AgentDojo
A dynamic evaluation framework for the adversarial robustness of tool-using LLM agents. Instead of a static dataset, AgentDojo runs agents through realistic multi-step tool-calling environments where attacker-controlled data flows back through tool outputs — the exact channel a prompt injection exploits in production.
What it measures
Two axes jointly, so you can't trade one for the other silently:
- Utility — does the agent complete the legitimate user task? 97 tasks span four domains: workspace (email/calendar/cloud drive), banking, travel booking, and a Slack-like environment.
- Targeted attack success / robustness — when malicious instructions are planted in untrusted tool data, does the agent execute the attacker's injection task instead?

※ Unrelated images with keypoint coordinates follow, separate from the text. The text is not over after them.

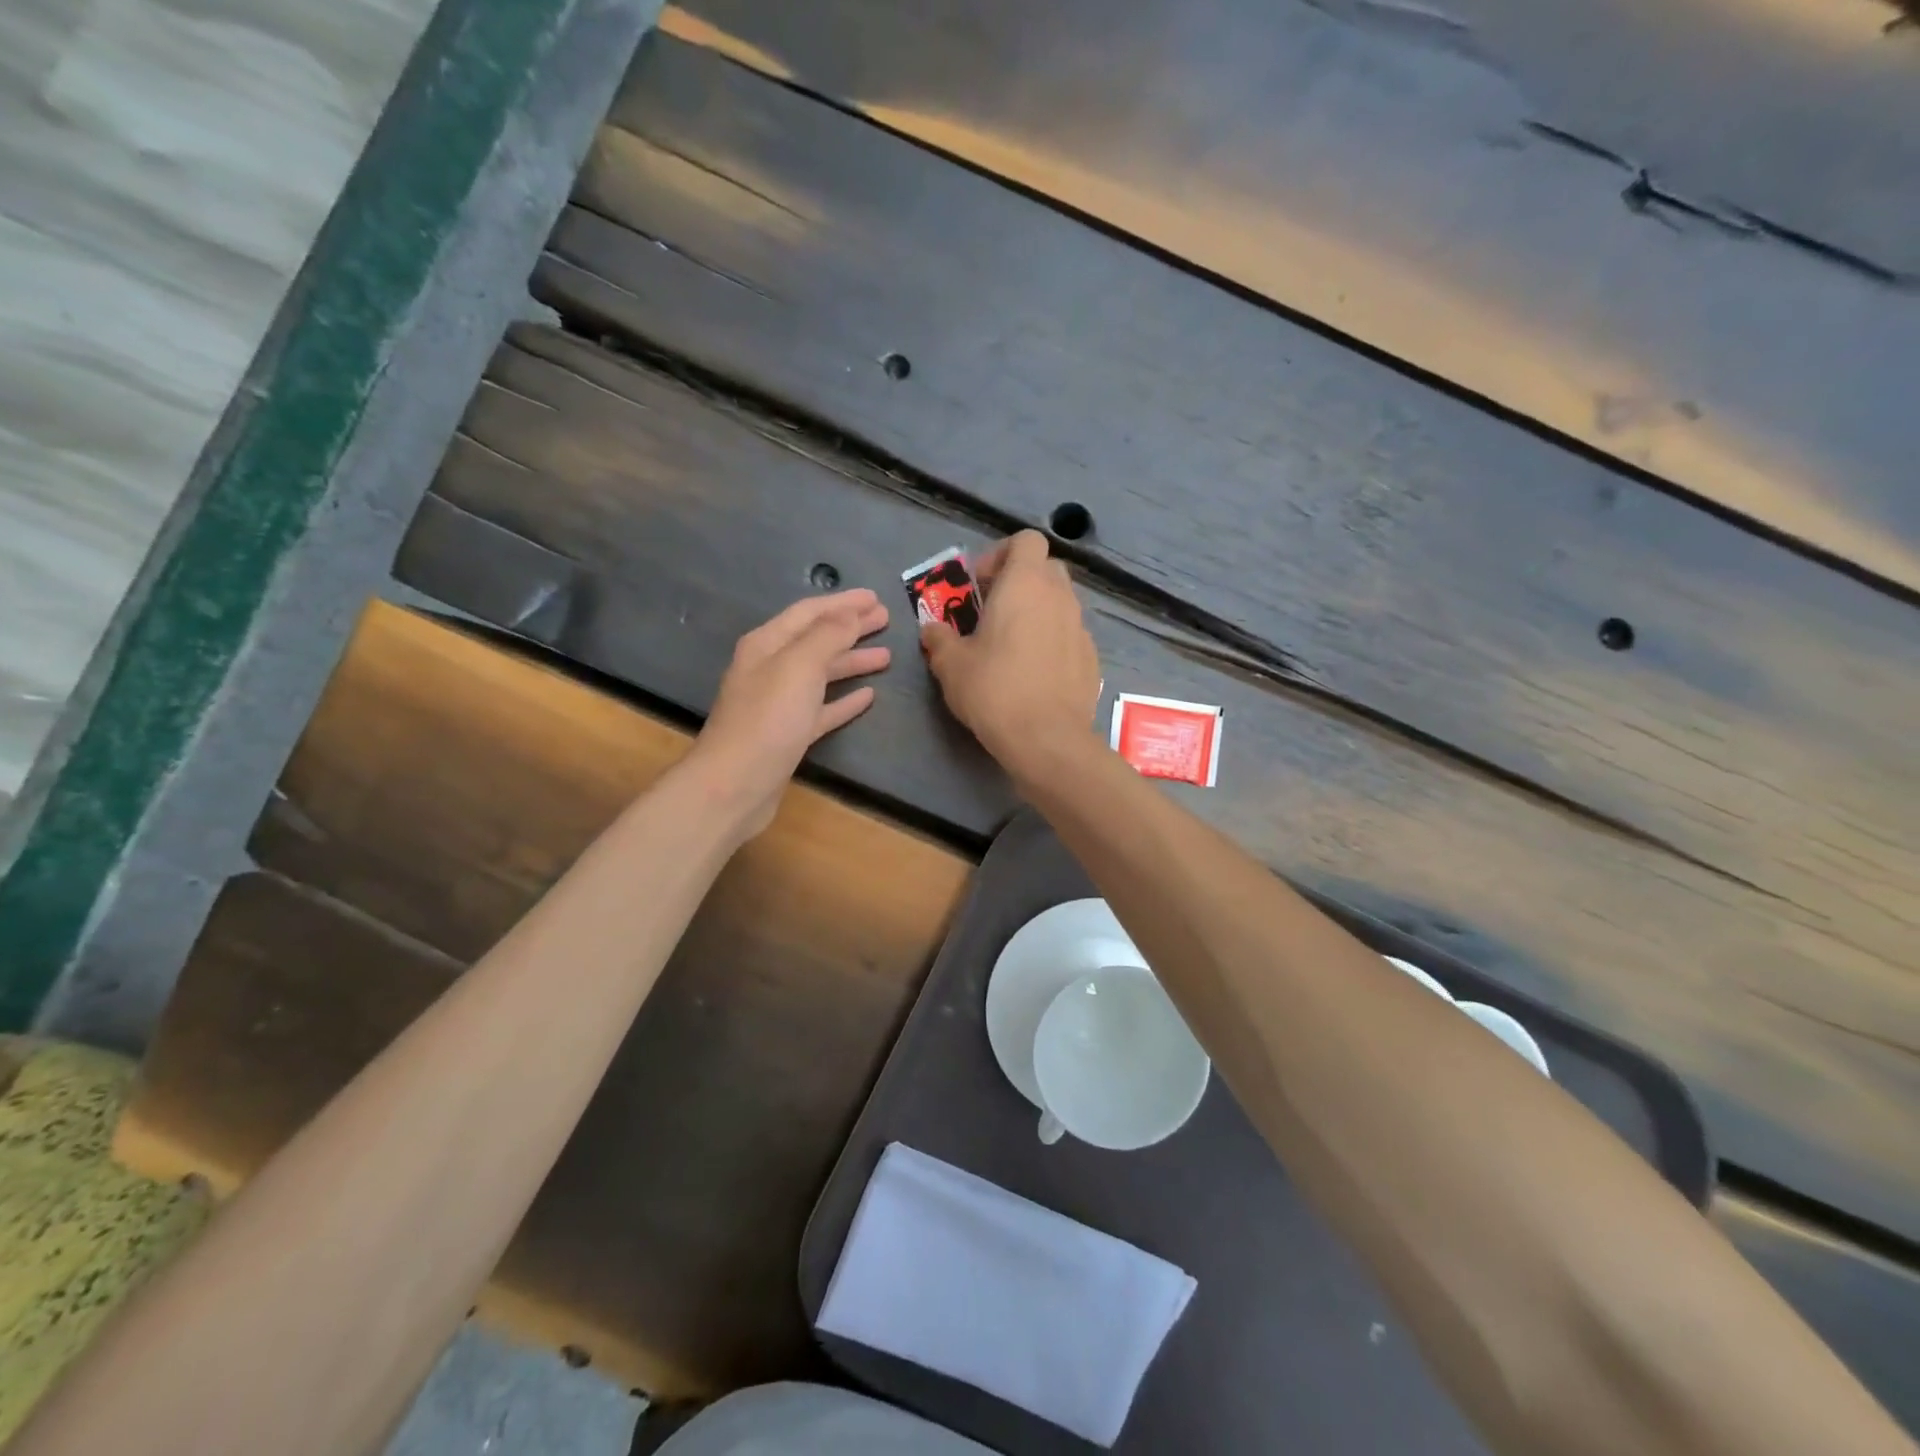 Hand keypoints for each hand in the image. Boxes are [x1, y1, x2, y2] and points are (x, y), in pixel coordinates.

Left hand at [685, 589, 890, 839]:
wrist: (735, 785)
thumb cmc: (767, 719)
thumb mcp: (799, 666)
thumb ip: (827, 636)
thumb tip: (851, 613)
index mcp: (767, 644)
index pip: (809, 613)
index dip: (843, 603)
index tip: (876, 598)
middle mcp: (771, 668)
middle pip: (816, 640)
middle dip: (850, 628)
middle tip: (885, 620)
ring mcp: (780, 703)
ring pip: (821, 674)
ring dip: (852, 661)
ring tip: (886, 656)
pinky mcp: (789, 734)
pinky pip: (822, 708)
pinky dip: (844, 700)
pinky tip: (868, 696)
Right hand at [921, 531, 1101, 778]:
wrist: (1047, 739)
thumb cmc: (994, 690)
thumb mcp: (951, 664)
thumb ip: (939, 638)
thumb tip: (932, 629)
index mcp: (1025, 584)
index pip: (1026, 540)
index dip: (1001, 555)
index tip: (980, 585)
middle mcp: (1059, 597)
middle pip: (1045, 569)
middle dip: (1019, 582)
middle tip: (992, 612)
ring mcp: (1081, 628)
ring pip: (1059, 603)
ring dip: (1036, 612)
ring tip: (1011, 646)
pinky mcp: (1092, 659)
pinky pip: (1069, 635)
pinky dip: (1052, 641)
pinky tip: (1034, 674) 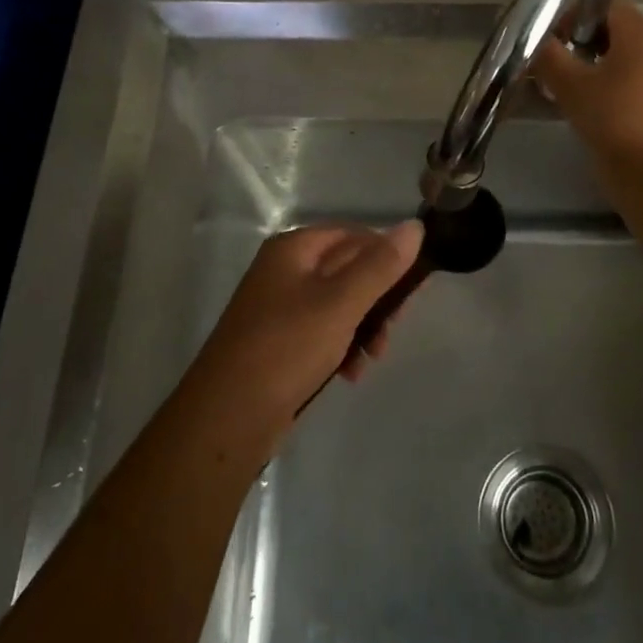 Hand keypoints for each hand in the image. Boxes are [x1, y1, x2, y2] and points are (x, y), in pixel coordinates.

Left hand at [187, 221, 423, 442]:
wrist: (228, 417)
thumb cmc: (287, 347)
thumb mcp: (341, 303)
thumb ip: (380, 266)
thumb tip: (414, 226)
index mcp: (293, 248)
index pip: (353, 234)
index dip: (385, 256)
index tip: (409, 291)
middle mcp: (284, 269)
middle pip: (347, 269)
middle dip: (376, 298)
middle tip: (393, 327)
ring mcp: (279, 306)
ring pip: (338, 303)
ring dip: (363, 326)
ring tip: (373, 356)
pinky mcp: (279, 341)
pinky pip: (322, 330)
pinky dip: (341, 346)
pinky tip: (350, 372)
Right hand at [532, 0, 642, 165]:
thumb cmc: (613, 119)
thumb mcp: (571, 84)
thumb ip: (548, 55)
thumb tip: (530, 38)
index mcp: (640, 33)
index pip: (603, 2)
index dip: (571, 12)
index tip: (544, 32)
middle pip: (605, 27)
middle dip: (571, 38)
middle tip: (542, 56)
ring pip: (609, 54)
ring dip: (579, 62)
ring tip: (549, 79)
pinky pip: (616, 77)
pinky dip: (593, 81)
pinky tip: (567, 99) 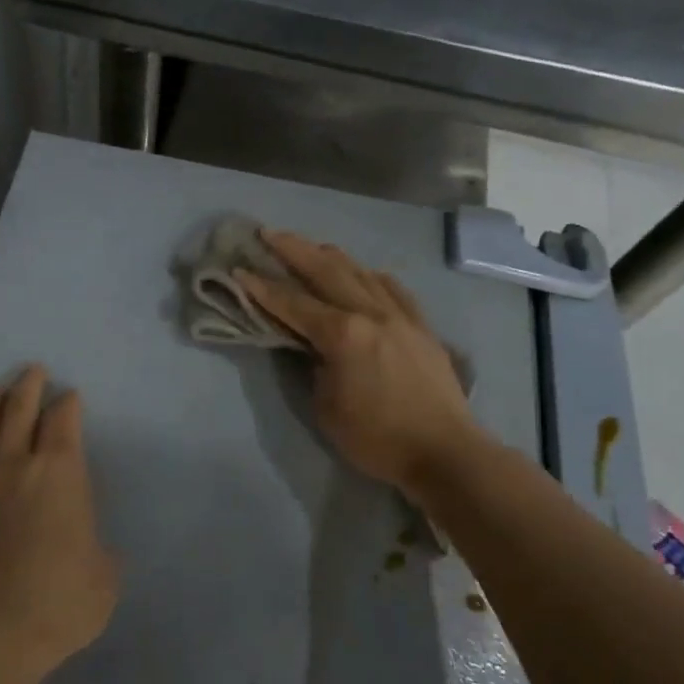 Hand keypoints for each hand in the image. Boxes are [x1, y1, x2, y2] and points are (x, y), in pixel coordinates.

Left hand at [0, 366, 117, 676]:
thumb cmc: (61, 600)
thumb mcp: (104, 576)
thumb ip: (98, 549)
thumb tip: (86, 546)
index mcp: (60, 470)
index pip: (63, 418)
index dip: (68, 403)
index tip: (70, 396)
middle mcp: (16, 463)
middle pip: (19, 408)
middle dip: (28, 385)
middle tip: (33, 370)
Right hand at [236, 230, 478, 495]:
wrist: (444, 451)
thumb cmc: (377, 438)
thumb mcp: (326, 408)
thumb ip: (314, 367)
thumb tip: (313, 346)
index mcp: (343, 334)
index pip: (293, 303)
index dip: (262, 287)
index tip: (239, 269)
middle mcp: (371, 313)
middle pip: (327, 270)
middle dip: (294, 249)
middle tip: (268, 233)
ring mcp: (401, 315)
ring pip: (360, 271)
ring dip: (330, 255)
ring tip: (309, 245)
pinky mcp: (421, 325)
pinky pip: (392, 288)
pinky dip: (370, 275)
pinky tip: (363, 272) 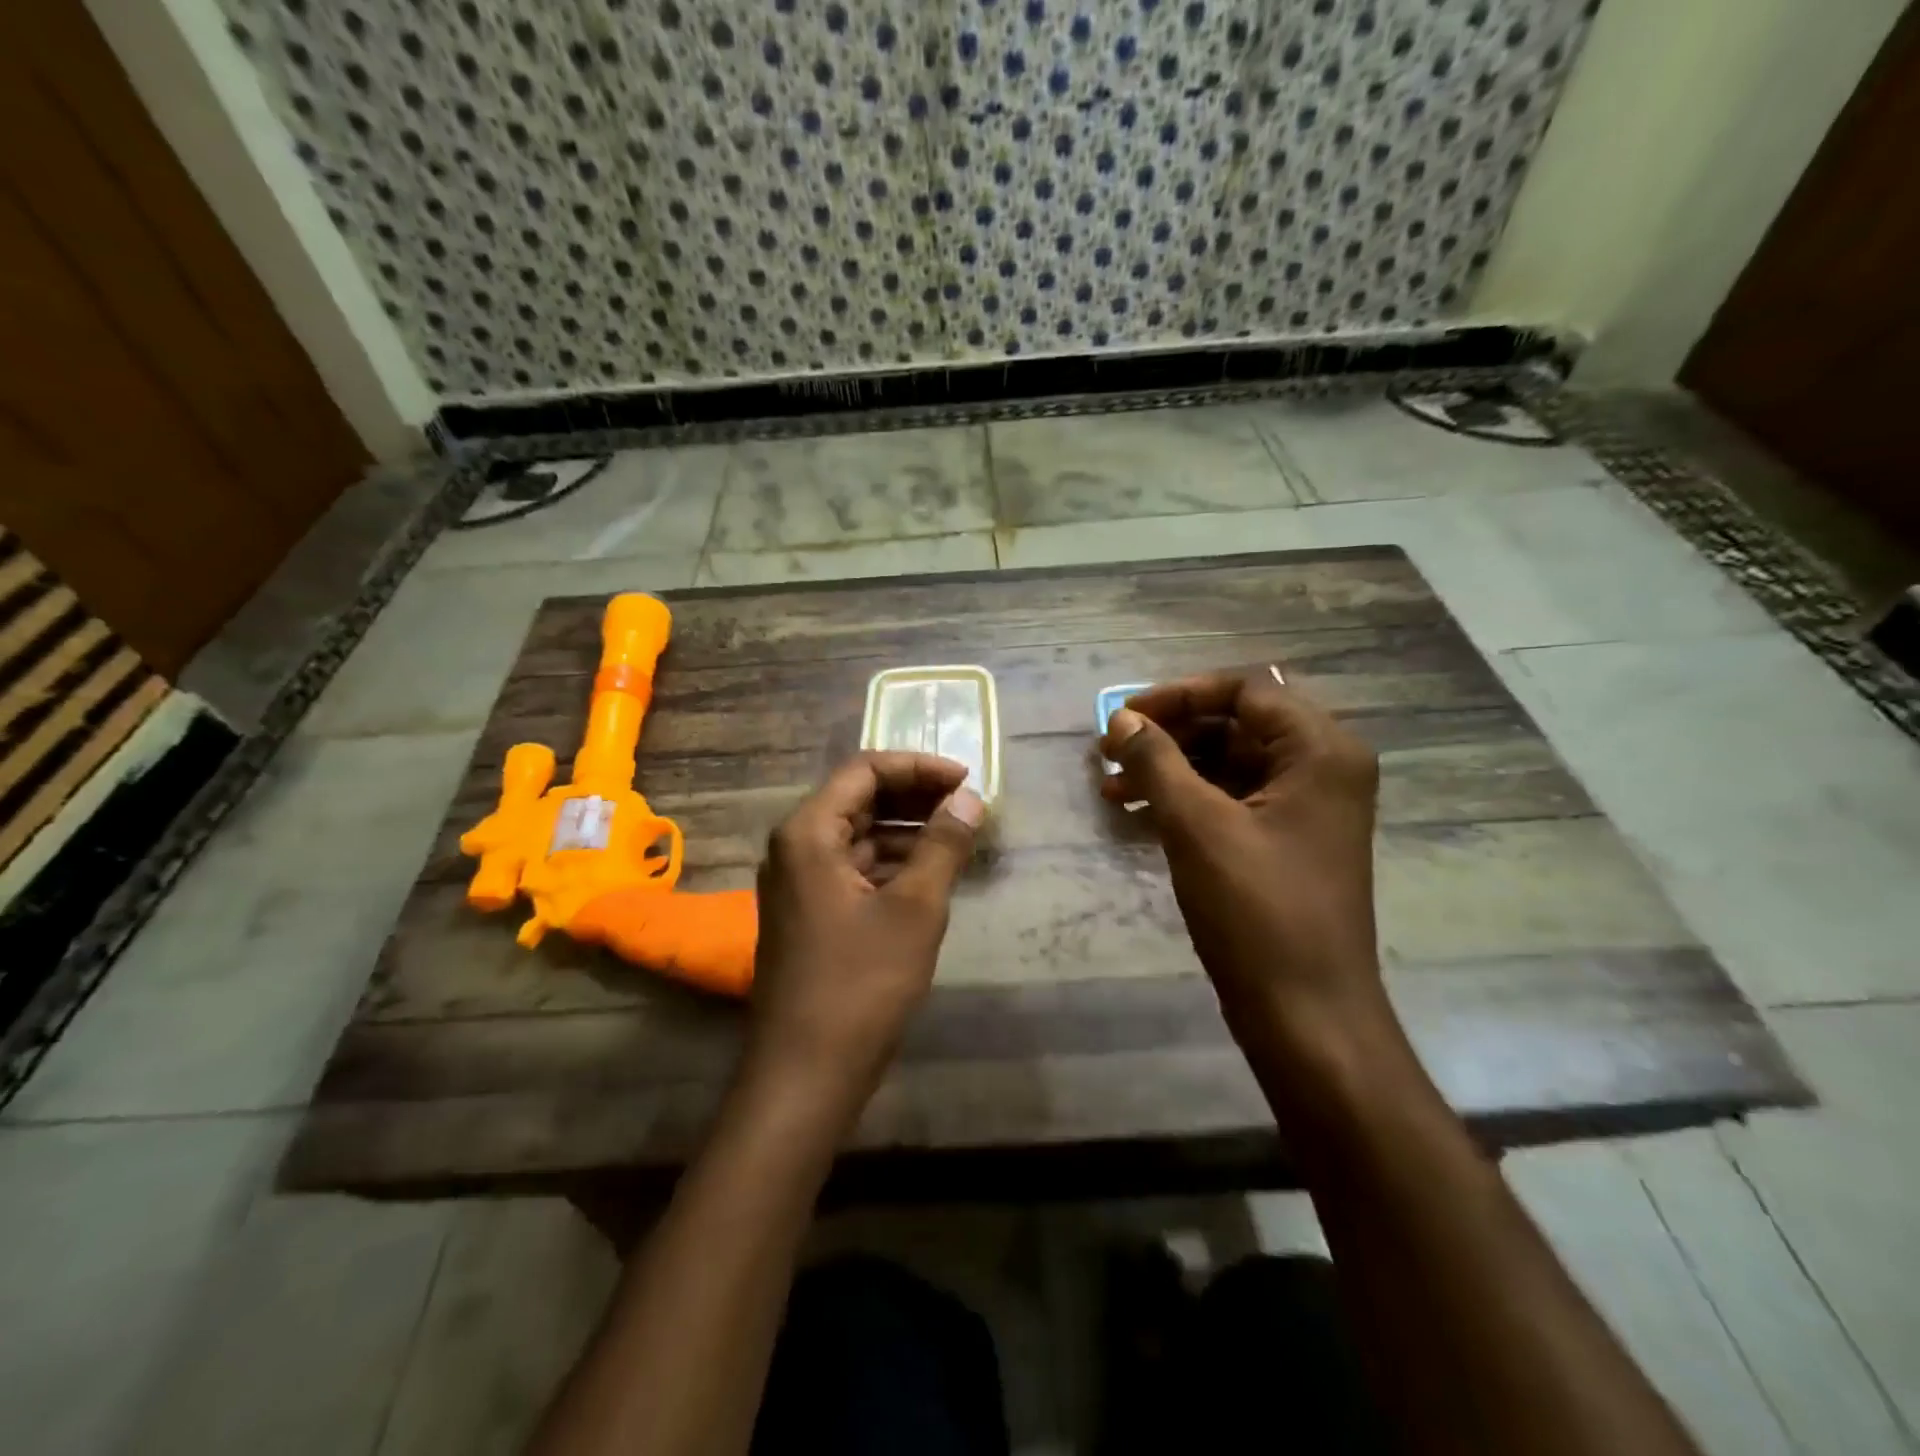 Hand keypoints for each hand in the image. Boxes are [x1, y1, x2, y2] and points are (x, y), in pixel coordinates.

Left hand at [743, 752, 984, 1114]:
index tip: (965, 781)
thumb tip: (969, 798)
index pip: (865, 771)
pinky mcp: (809, 913)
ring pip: (858, 835)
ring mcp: (798, 883)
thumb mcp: (915, 908)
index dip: (918, 768)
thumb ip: (943, 845)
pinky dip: (891, 863)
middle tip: (967, 806)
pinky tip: (930, 874)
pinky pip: (853, 868)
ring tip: (958, 838)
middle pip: (859, 799)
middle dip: (915, 797)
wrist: (806, 1073)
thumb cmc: (862, 983)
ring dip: (907, 831)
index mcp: (808, 832)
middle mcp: (795, 847)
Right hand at [1100, 668, 1390, 1067]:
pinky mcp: (1287, 841)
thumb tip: (1121, 720)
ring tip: (1111, 786)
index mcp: (1320, 751)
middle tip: (1110, 750)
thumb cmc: (1257, 911)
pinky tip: (1138, 812)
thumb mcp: (1197, 826)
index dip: (1178, 695)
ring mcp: (1306, 808)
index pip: (1245, 690)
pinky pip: (1232, 799)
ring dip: (1171, 768)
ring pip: (1229, 763)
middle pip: (1236, 724)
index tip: (1124, 716)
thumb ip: (1156, 761)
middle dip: (1169, 733)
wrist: (1306, 1014)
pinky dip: (1187, 799)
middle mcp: (1323, 768) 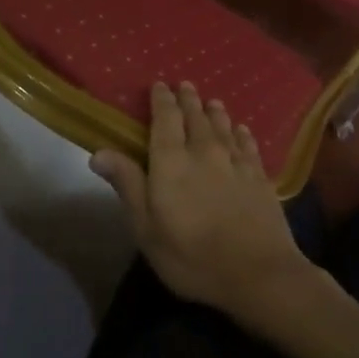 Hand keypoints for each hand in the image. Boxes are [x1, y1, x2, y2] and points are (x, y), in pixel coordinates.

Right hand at [90, 83, 318, 326]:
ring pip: (223, 126)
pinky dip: (241, 133)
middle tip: (185, 85)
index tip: (159, 85)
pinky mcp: (259, 176)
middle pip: (196, 116)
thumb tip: (99, 152)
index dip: (162, 99)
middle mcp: (204, 151)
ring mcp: (236, 161)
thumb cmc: (192, 256)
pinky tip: (242, 130)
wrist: (257, 272)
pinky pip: (248, 144)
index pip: (165, 118)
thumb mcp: (147, 228)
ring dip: (215, 112)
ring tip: (212, 101)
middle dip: (188, 99)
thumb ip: (128, 185)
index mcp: (172, 161)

Pairing user tasks with injection tasks yields 629 security test cases.
Scores are reported per (defense, attack) pair, so a defense that tanks utility to dodge injections is visible immediately.
How red teamers use it
- Agent hijacking tests — measure whether your agent can be steered to send data to an attacker, move money, or take unauthorized tool actions via injected content.
- Plugin interfaces — implement a common interface to drop in new attacks (e.g. tool-knowledge / important-message injections), defenses (tool filtering, prompt sandwiching, data delimiting), models, and task suites. Run
agentdojo's benchmark harness across the matrix. - Extend it with your own domain tools to red-team a specific deployment rather than the stock suites.
Strengths & limits
Strengths: the first rigorous, reproducible security benchmark for tool-using agents — dynamic execution (not memorizable strings), utility and attack measured together, and a clean extension API for new attacks/defenses. Frontier agents still fail a meaningful share of injection cases, so headroom is real.
Limits: a fixed catalog of synthetic tasks and injection templates — strong on a benchmark suite ≠ secure against an adaptive human attacker. Coverage is evolving; forks (agentdojo-core ↗, NIST's AgentDojo-Inspect) extend domains and attacks. Treat results as a floor on robustness, not a ceiling.